[Collected data entries]
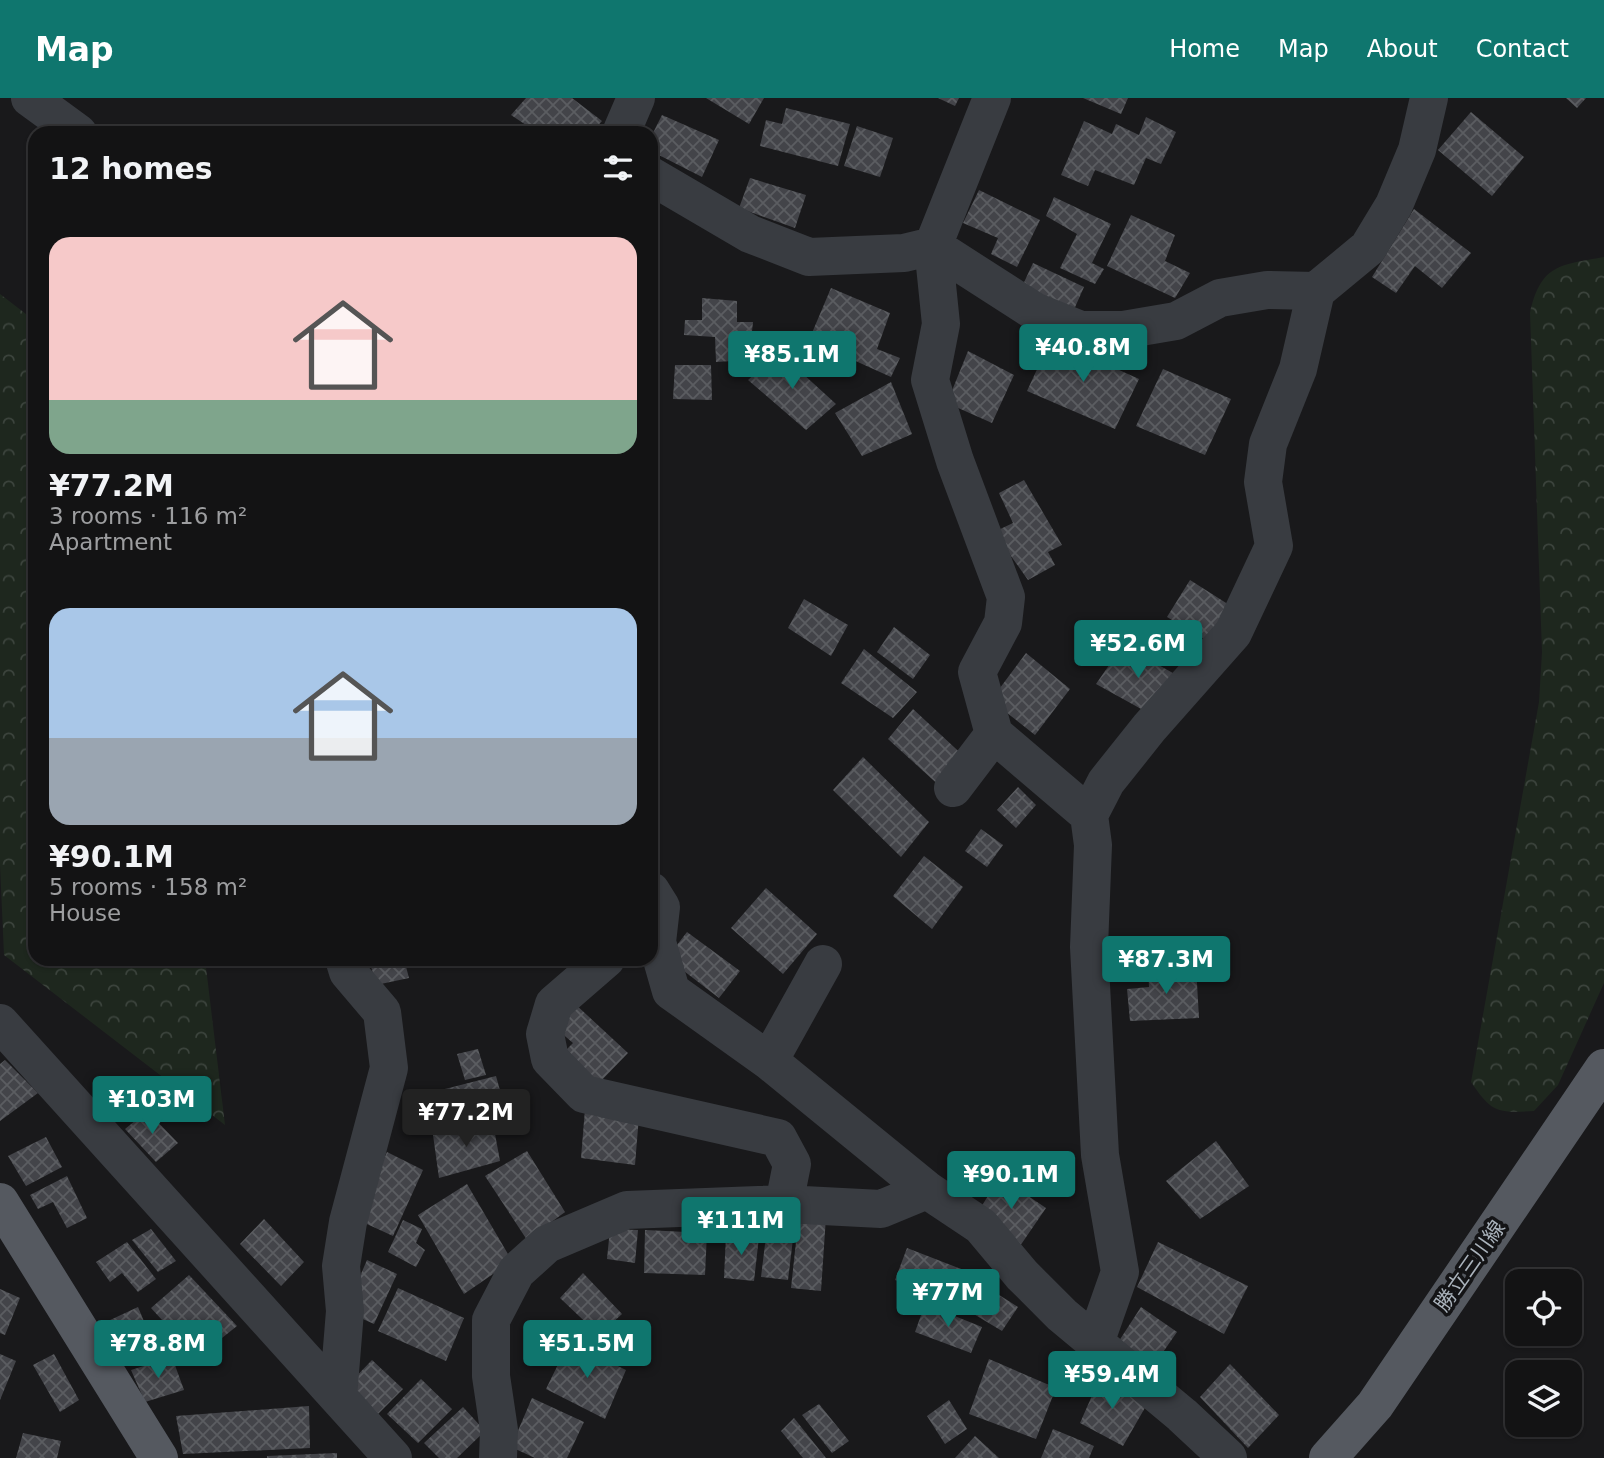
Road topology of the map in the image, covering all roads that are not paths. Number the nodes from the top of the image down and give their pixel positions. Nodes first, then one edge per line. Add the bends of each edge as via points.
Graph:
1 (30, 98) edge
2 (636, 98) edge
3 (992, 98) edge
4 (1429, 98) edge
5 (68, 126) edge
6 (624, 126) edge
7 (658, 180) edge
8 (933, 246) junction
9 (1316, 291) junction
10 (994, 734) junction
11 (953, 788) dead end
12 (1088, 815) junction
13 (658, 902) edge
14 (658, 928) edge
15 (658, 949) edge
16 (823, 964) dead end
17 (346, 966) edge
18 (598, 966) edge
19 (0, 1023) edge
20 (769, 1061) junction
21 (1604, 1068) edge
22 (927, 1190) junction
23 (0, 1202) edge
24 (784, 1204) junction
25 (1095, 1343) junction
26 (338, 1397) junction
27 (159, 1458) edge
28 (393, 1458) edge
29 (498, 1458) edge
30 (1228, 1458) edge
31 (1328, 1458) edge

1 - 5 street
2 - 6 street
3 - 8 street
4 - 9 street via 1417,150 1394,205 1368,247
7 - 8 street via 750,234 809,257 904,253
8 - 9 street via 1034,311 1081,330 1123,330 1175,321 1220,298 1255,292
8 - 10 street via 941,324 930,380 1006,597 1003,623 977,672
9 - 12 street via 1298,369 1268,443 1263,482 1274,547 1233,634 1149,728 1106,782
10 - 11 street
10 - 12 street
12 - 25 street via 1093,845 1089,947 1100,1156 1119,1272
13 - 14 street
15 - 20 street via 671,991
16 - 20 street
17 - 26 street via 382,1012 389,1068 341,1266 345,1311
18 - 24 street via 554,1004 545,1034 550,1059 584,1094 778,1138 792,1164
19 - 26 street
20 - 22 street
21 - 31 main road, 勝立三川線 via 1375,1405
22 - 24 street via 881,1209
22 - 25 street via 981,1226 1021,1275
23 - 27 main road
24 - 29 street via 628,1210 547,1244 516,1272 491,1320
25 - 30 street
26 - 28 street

Assignment
The answer must be every line from the records above that contains the word "junction", copied out.

Written answer
8 (933, 246) junction
9 (1316, 291) junction
10 (994, 734) junction
12 (1088, 815) junction
20 (769, 1061) junction
22 (927, 1190) junction
24 (784, 1204) junction
25 (1095, 1343) junction
26 (338, 1397) junction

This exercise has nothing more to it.